Saved entries
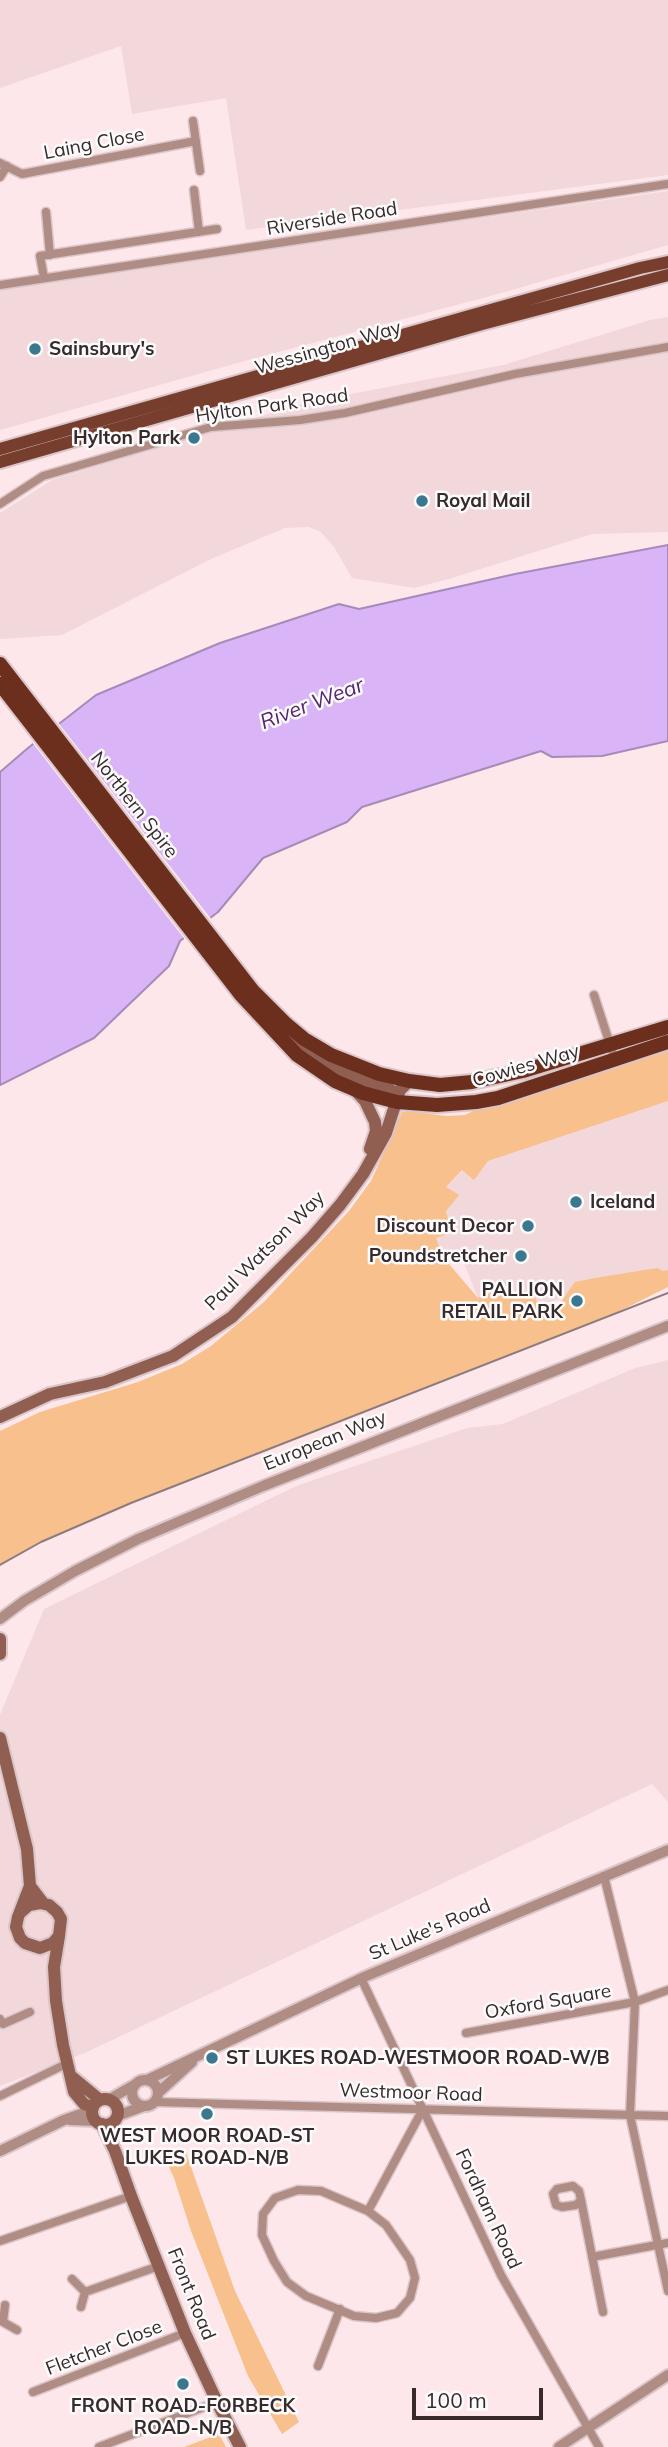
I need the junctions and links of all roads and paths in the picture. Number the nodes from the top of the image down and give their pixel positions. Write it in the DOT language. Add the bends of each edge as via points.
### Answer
graph roads {
  1 [pos="194,121"];
  2 [pos="196,141"];
  3 [pos="3,165"];
  4 [pos="200,171"];
  5 [pos="0,177"];
  6 [pos="668,184"];
  7 [pos="194,190"];
  8 [pos="46,212"];
  9 [pos="217,229"];
  10 [pos="200,232"];
  11 [pos="50,255"];
  12 [pos="668,262"];
  13 [pos="668,275"];
  14 [pos="44,278"];
  15 [pos="0,285"];
  16 [pos="668,347"];
  17 [pos="0,449"];
  18 [pos="0,462"];
  19 [pos="0,504"];
  20 [pos="0,664"];
  21 [pos="0,684"];
  22 [pos="232,974"];
  23 [pos="594,995"];
  24 [pos="286,1024"];
  25 [pos="668,1027"];
  26 [pos="668,1042"];
  27 [pos="609,1045"];
  28 [pos="615,1060"];
  29 [pos="409,1081"];
  30 [pos="353,1088"];
  31 [pos="397,1102"];
  32 [pos="357,1182"];
  33 [pos="668,1325"];
  34 [pos="0,1417"];
  35 [pos="3,1617"];
  36 [pos="0,1645"];
  37 [pos="0,1738"];
  38 [pos="668,1850"];
  39 [pos="604,1876"];
  40 [pos="30,1886"];
  41 [pos="43,1903"];
  42 [pos="20,1912"];
  43 [pos="59,1936"];
  44 [pos="35,1947"];
  45 [pos="54,1967"];
  46 [pos="361,1978"];
  47 [pos="668,1990"];
  48 [pos="635,2002"];
  49 [pos="30,2012"];
  50 [pos="1,2023"];
  51 [pos="466,2033"];
  52 [pos="209,2050"];
  53 [pos="69,2069"];
  54 [pos="147,2080"];
  55 [pos="134,2085"];
  56 [pos="0,2096"];
  57 [pos="152,2100"];
  58 [pos="423,2109"];
  59 [pos="98,2110"];
  60 [pos="631,2115"];
  61 [pos="668,2116"];
  62 [pos="117,2118"];
  63 [pos="0,2151"];
  64 [pos="116,2151"];
  65 [pos="131,2196"];
  66 [pos="581,2200"];
  67 [pos="368,2211"];
  68 [pos="0,2241"];
  69 [pos="668,2242"];
  70 [pos="657,2245"];
  71 [pos="592,2257"];
  72 [pos="159,2266"];
  73 [pos="72,2279"];
  74 [pos="668,2291"];
  75 [pos="85,2292"];
  76 [pos="5,2305"];
  77 [pos="81,2307"];
  78 [pos="340,2309"];
  79 [pos="603,2312"];
  80 [pos="1,2322"];
  81 [pos="16,2330"];
  82 [pos="185,2333"];
  83 [pos="318,2366"];
  84 [pos="668,2375"];
  85 [pos="33,2392"];
  86 [pos="217,2402"];
  87 [pos="588,2428"];
  88 [pos="99,2447"];
  89 [pos="240,2447"];
  90 [pos="559,2447"];
  91 [pos="599,2447"];
  1 -- 2 [label="street"];
  2 -- 3 [label="street, Laing Close" via="22,174"];
  2 -- 4 [label="street"];
  3 -- 5 [label="street"];
  6 -- 14 [label="street, Riverside Road"];
  7 -- 10 [label="street"];
  8 -- 11 [label="street"];
  9 -- 10 [label="street"];
  10 -- 11 [label="street"];
  11 -- 14 [label="street" via="40,256"];
  12 -- 17 [label="main road, Wessington Way"];
  13 -- 18 [label="main road, Wessington Way"];
  14 -- 15 [label="street, Riverside Road"];
  16 -- 19 [label="street, Hylton Park Road" via="515,374 345,413 211,427 43,476"];
  20 -- 22 [label="highway, Northern Spire"];
  21 -- 22 [label="highway, Northern Spire"];
  22 -- 24 [label="highway, Cowies Way"];
  22 -- 30 [label="highway, Cowies Way" via="261,1019 297,1055"];
  23 -- 27 [label="street"];
  24 -- 29 [label="highway, Cowies Way" via="331,1055"];
  24 -- 31 [label="main road" via="316,1057 345,1074 391,1090"];
  25 -- 27 [label="highway, Cowies Way"];
  26 -- 28 [label="highway, Cowies Way"];
  27 -- 28 [label="street"];
  27 -- 29 [label="highway, Cowies Way" via="472,1083"];
  28 -- 31 [label="highway, Cowies Way" via="498,1098 436,1105"];
  29 -- 31 [label="main road, Paul Watson Way"];
  30 -- 31 [label="highway, Cowies Way"];
  30 -- 32 [label="main road, Paul Watson Way" via="365,1101 376,1131"];
  31 -- 32 [label="main road, Paul Watson Way" via="386,1133"];
  32 -- 34 [label="main road, Paul Watson Way" via="312,1237 232,1317 173,1356 105,1382 50,1394"];
  33 -- 35 [label="street, European Way" via="138,1539 75,1571"];
  35 -- 36 [label="street"];
  37 -- 40 [label="main road" via="27,1849"];
  38 -- 39 [label="street, St Luke's Road"];
  39 -- 46 [label="street, St Luke's Road"];
  39 -- 48 [label="street"];
  40 -- 41 [label="main road"];
  40 -- 42 [label="main road"];
  41 -- 42 [label="main road"];
  41 -- 43 [label="main road" via="57,1912"];
  42 -- 44 [label="main road" via="16,1927 20,1938"];
  43 -- 44 [label="main road" via="48,1946"];
  43 -- 45 [label="main road"];
  44 -- 45 [label="main road"];
  45 -- 53 [label="main road"];
  46 -- 52 [label="street, St Luke's Road"];
  46 -- 58 [label="street, Fordham Road"];
  47 -- 48 [label="street, Oxford Square"];
  48 -- 51 [label="street, Oxford Square"];
  48 -- 60 [label="street"];
  49 -- 50 [label="street"];
  52 -- 54 [label="street, St Luke's Road"];
  52 -- 57 [label="street, St Luke's Road"];
  53 -- 56 [label="street"];
  53 -- 59 [label="main road" via="78,2099"];
  54 -- 55 [label="street"];
  54 -- 57 [label="street" via="155,2085"];
  55 -- 57 [label="street" via="134,2099"];
  55 -- 59 [label="street"];
  57 -- 58 [label="street, Westmoor Road"];
  57 -- 62 [label="street, St Luke's Road"];
  58 -- 60 [label="street, Westmoor Road"];
  58 -- 67 [label="street"];
  58 -- 87 [label="street, Fordham Road" via="501,2275"];
  59 -- 62 [label="main road" via="111,2123"];
  59 -- 62 [label="main road" via="116,2105"];
  59 -- 63 [label="street" via="64,2120"];
  59 -- 64 [label="main road"];
  60 -- 61 [label="street, Westmoor Road"];
  60 -- 70 [label="street"];
  62 -- 64 [label="main road"];
  64 -- 65 [label="main road, Front Road"];
  65 -- 68 [label="street"];
  65 -- 72 [label="main road, Front Road"];
  66 -- 71 [label="street"];
  67 -- 78 [label="street" via="386,2225 411,2260 415,2278 410,2298 397,2313 376,2318"];
  67 -- 78 [label="street" via="321,2191 298,2190 275,2198 263,2214 262,2235 287,2282 306,2296"];
  69 -- 70 [label="street"];
  70 -- 71 [label="street"];
  70 -- 74 [label="street"];
  71 -- 79 [label="street"];
  72 -- 75 [label="street"];
  72 -- 82 [label="main road, Front Road"];
  73 -- 75 [label="street"];
  75 -- 77 [label="street"];
  76 -- 80 [label="street"];
  78 -- 83 [label="street"];
  80 -- 81 [label="street"];
  82 -- 85 [label="street, Fletcher Close"];
  82 -- 86 [label="main road, Front Road"];
  84 -- 87 [label="street"];
  86 -- 88 [label="street"];
  86 -- 89 [label="main road, Front Road"];
  87 -- 90 [label="street"];
  87 -- 91 [label="street, Fordham Road"];
}
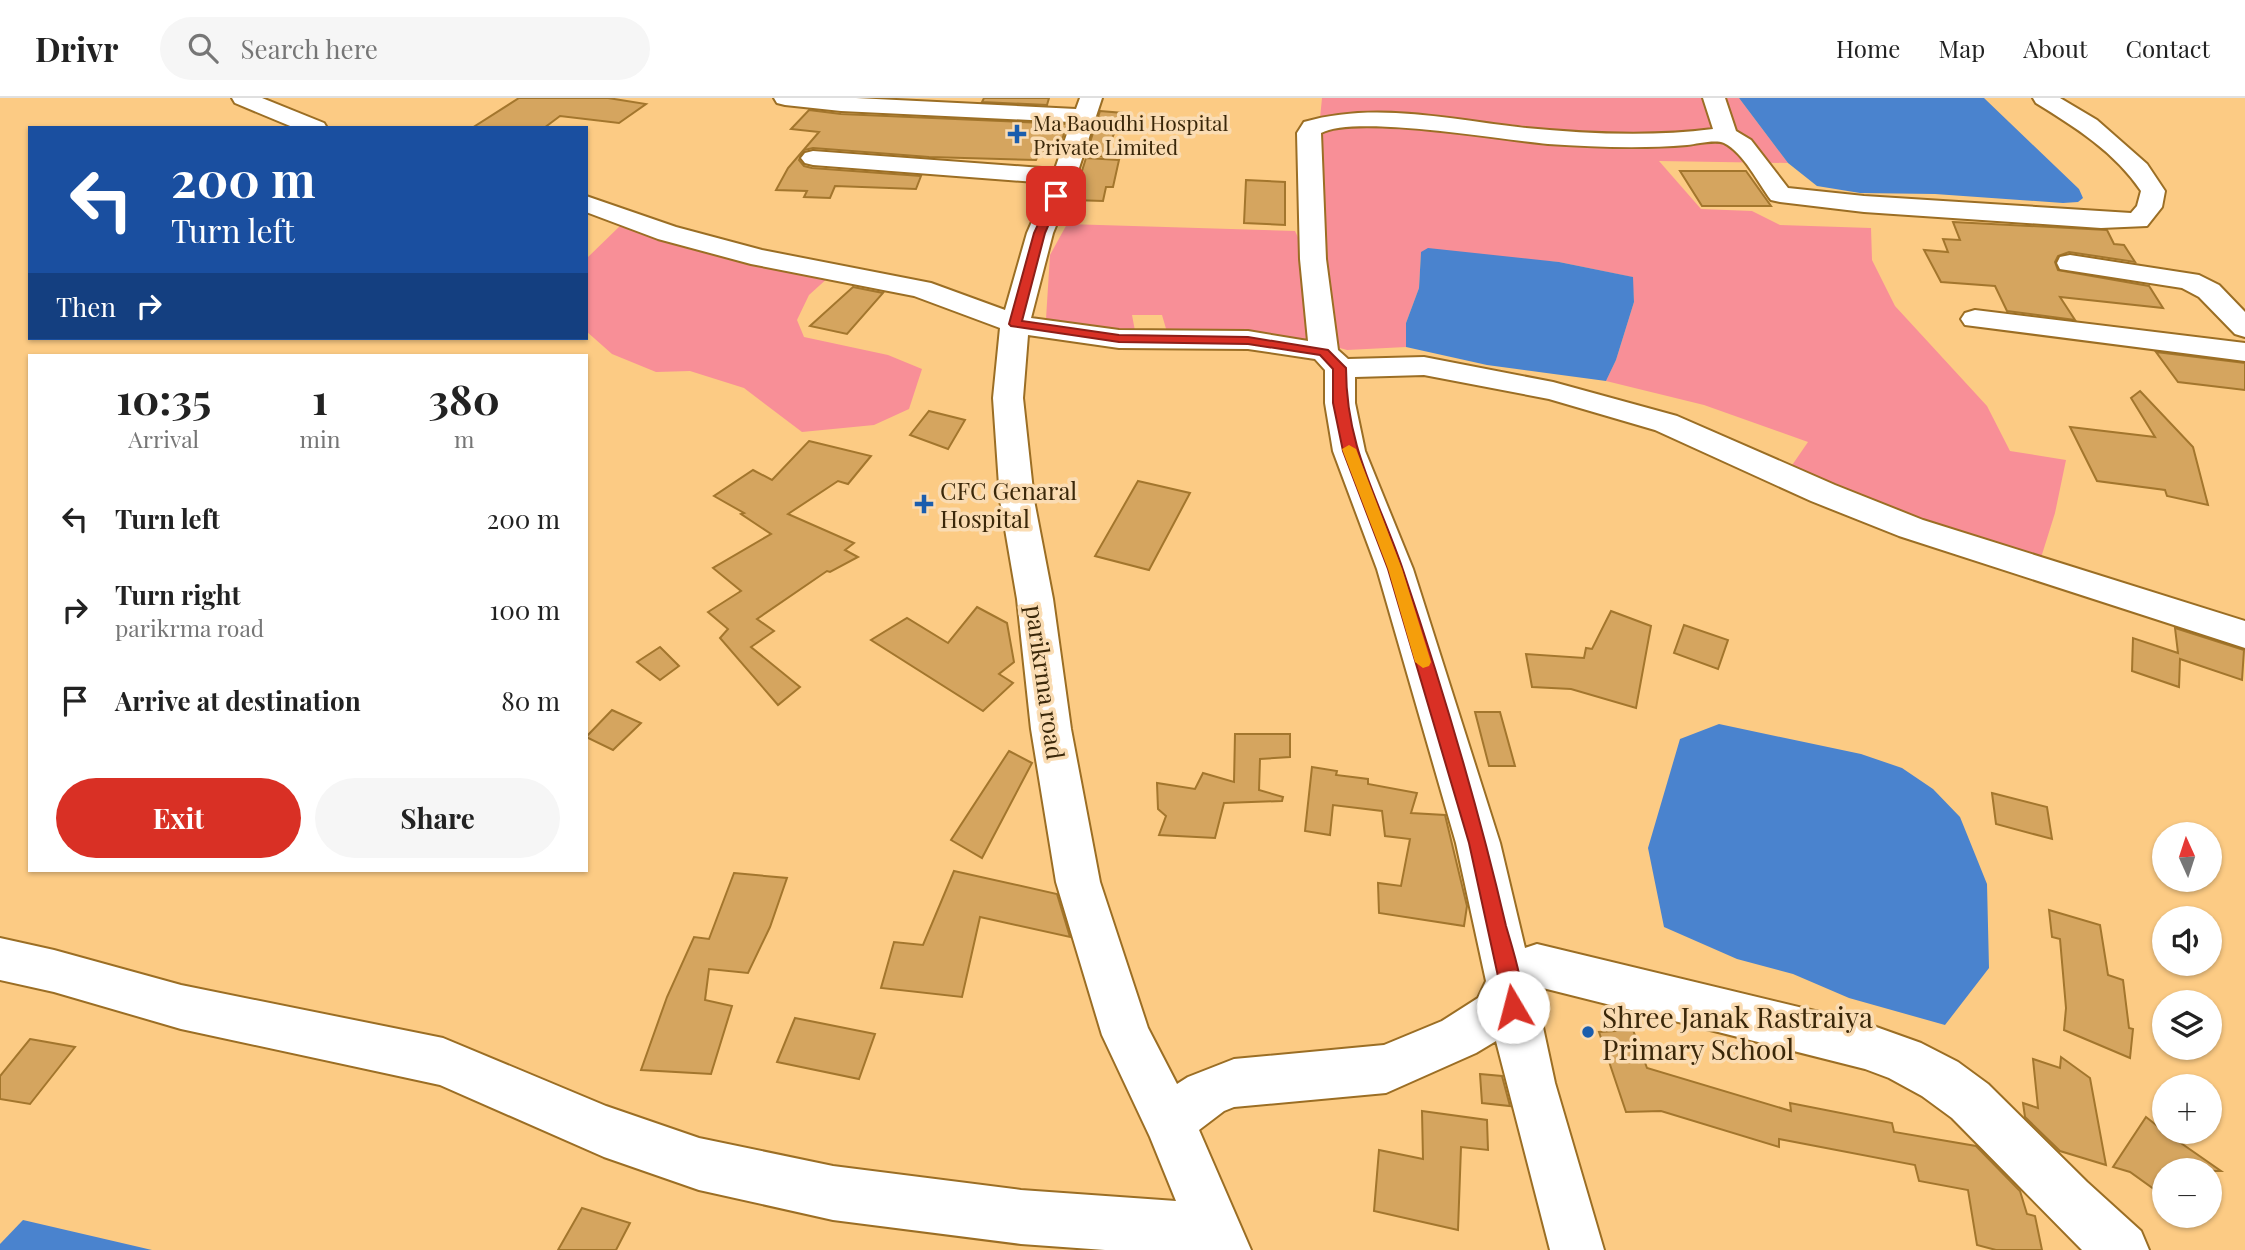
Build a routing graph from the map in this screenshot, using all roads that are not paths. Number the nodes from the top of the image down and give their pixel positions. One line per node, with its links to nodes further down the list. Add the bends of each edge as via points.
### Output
1 (243, 98): 6 (street)
2 (785, 98): 5 (street, via 841,104)
3 (1714, 98): 7 (street)
4 (2044, 98): 7 (street, via 2089,125 2138,169 2153,191 2149,207 2138,221 1780,195 1743,145)
5 (1088, 107): 9 (street, parikrma road)
6 (311, 126)
7 (1725, 134): 16 (street, via 1550,137 1324,114 1309,134 1313,259)
8 (813, 158): 9 (street)
9 (1064, 177): 13 (street, parikrma road, via 1040,233)
10 (588, 204): 13 (street, via 667,233 760,258 921,289)
11 (2070, 263): 14 (street, via 2189,281 2209,291)
12 (1975, 319): 15 (street)
13 (1015, 324): 16 (street, via 1119,339 1248,340); 20 (street, parikrma road, via 1008,398 1017,500 1078,882 1126,1035)
14 (2245, 328)
15 (2245, 352)
16 (1332, 360): 17 (street, via 1424,366 1553,391 1653,419 1911,528); 19 (street, via 1349,451 1411,621 1478,843)
17 (2245, 635)
18 (0, 959): 21 (street, via 181,1007 443,1062 604,1131 699,1164 832,1194)
19 (1510, 982): 20 (street, via 1495,1014 1459,1037 1386,1069 1234,1083 1206,1094); 22 (street, via 1541,1127); 23 (street, via 1537,965 1865,1046 1904,1060 1970,1101)
20 (1169, 1121): 21 (street, parikrma road)
21 (1220, 1241)
22 (1577, 1250)
23 (2122, 1250)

Your goal ->
Among the lines of the data, find every one that holds "image" and copy it.

Output for this exercise ->
I need the junctions and links of all roads and paths in the picture. Number the nodes from the top of the image down and give their pixel positions. Write it in the DOT language. Add the bends of each edge as via points.
Build a routing graph from the map in this screenshot, using all roads that are not paths. Number the nodes from the top of the image down and give their pixel positions. One line per node, with its links to nodes further down the list. Add the bends of each edge as via points.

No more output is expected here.